= Eva Demmerle =

German historian and writer (born 1967)

Eva Demmerle (born 18 December 1967) is a German historian and writer. She was political assistant of Otto von Habsburg.

== Life ==
Eva Demmerle studied history, political science, economy and theology at the university of Bonn and in Siegen and Paris. 1995 she became the political assistant of Otto von Habsburg during his last period as member of the European Parliament. From 1999 till his death 2011 she was head of the Habsburg office and press officer of the family. During this time she had access to the private archive of the Habsburg family and could review documents and pictures never published before. Due to her close relation with Otto von Habsburg she wrote biographies about him and his father Charles I., the last Emperor of Austria and King of Hungary.

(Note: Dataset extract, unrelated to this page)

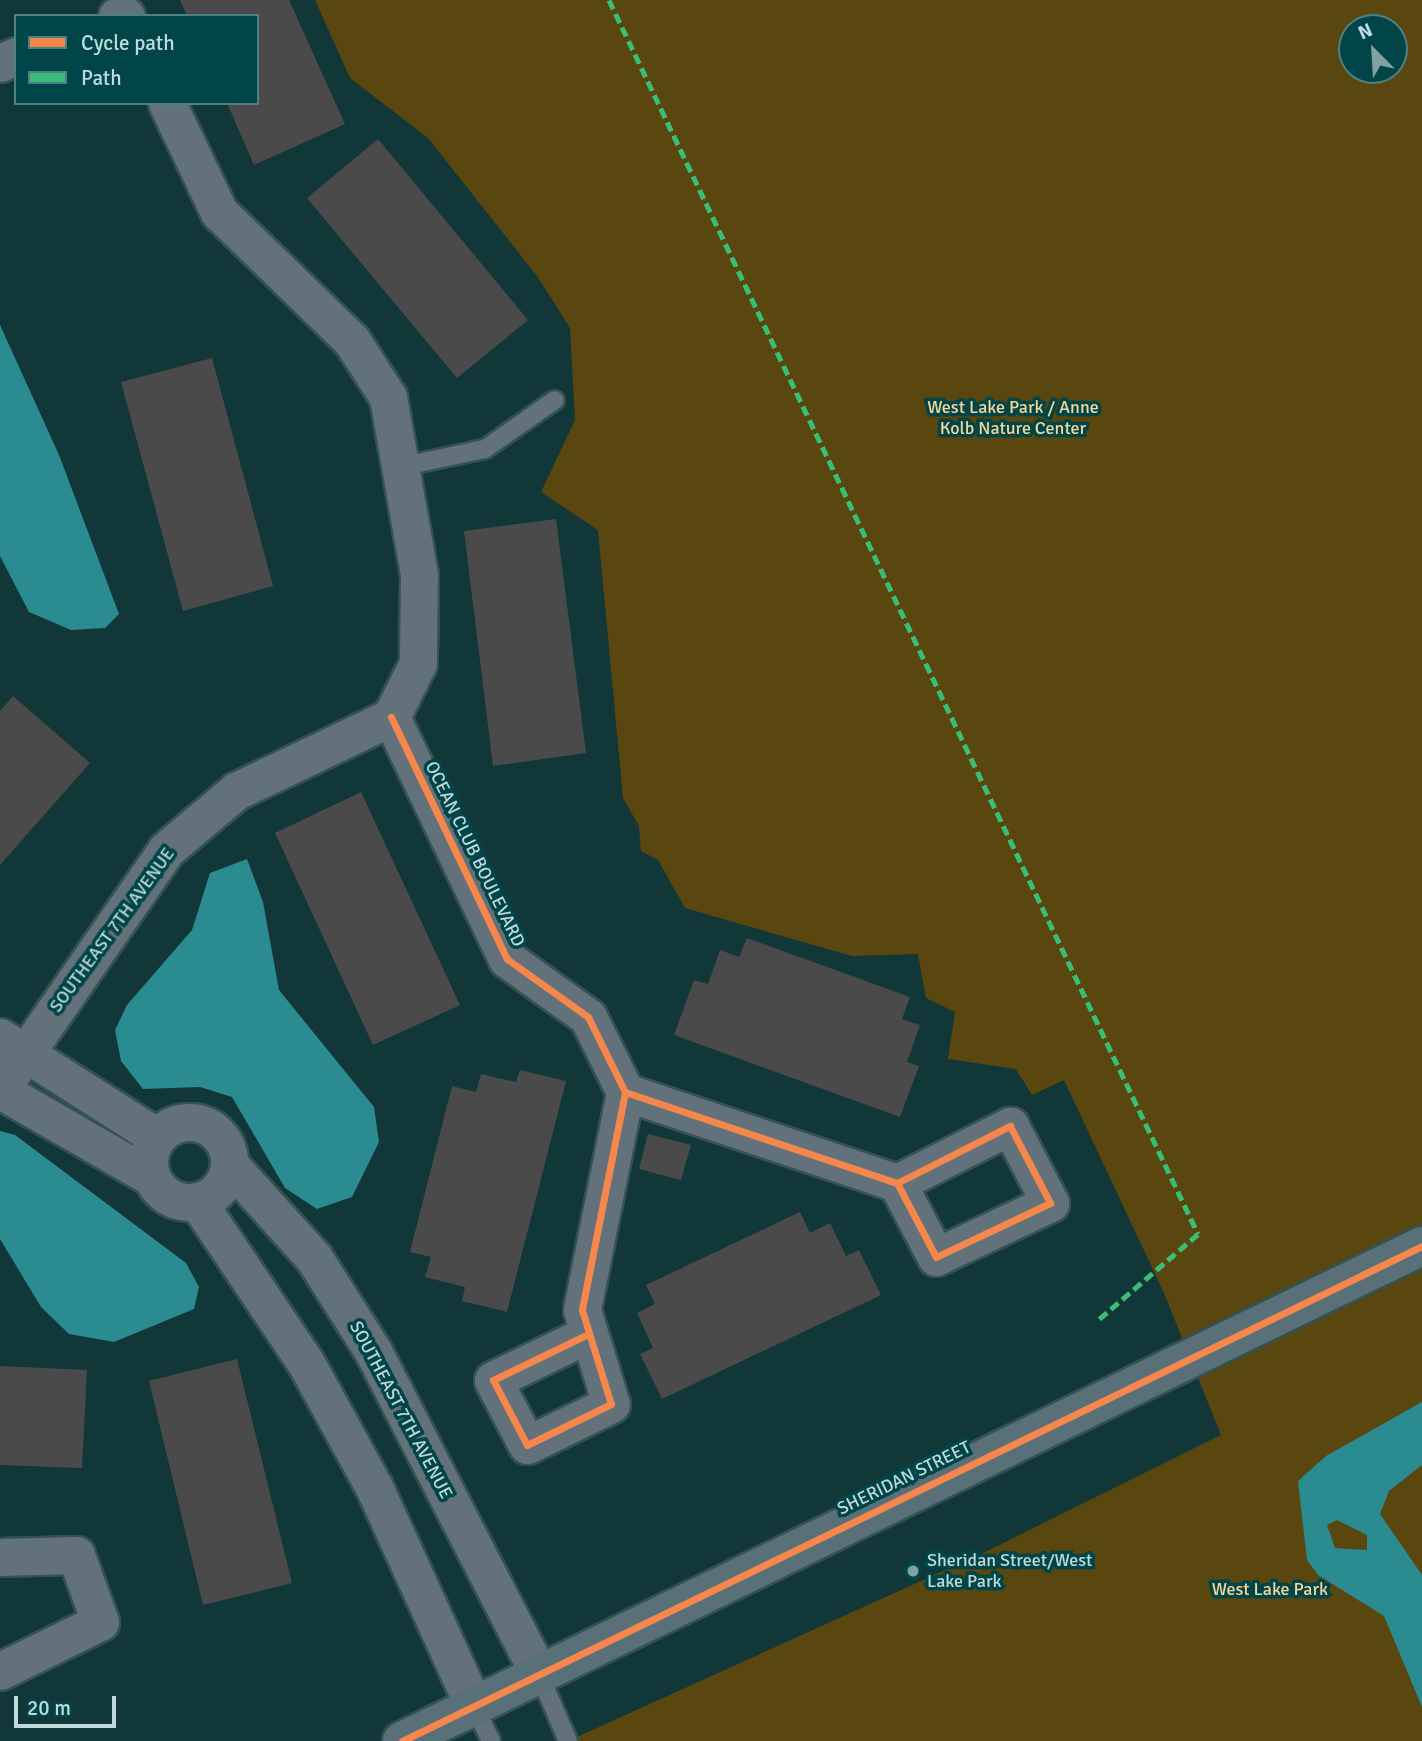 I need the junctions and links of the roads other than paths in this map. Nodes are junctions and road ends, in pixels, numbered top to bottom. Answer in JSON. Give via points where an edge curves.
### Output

She lives and works as independent author in Feldafing in Germany.

== Books ==
- Kaiser Karl, Mythos & Wirklichkeit Amalthea Signum Verlag, 2016, ISBN 978-3-99050-044-6
- Das Haus Habsburg. HF Ullmann Verlag, Potsdam 2011 und 2014, ISBN 978-3848007233.
- Otto von Habsburg, Die Biografie. 5. Aufl., gemeinsam mit Stephan Baier, Amalthea, Wien 2007, ISBN 978-3-85002-486-0.
- Der Habsburg-Faktor: Visionen für das neue Jahrtausend. Eva Demmerle im Gespräch mit Otto von Habsburg. REDLINE, 2007, ISBN 978-3636015235.
- Kaiser Karl I. „Selig, die Frieden stiften ...“. Die Biographie. Amalthea, Wien 2004, ISBN 3-85002-521-7.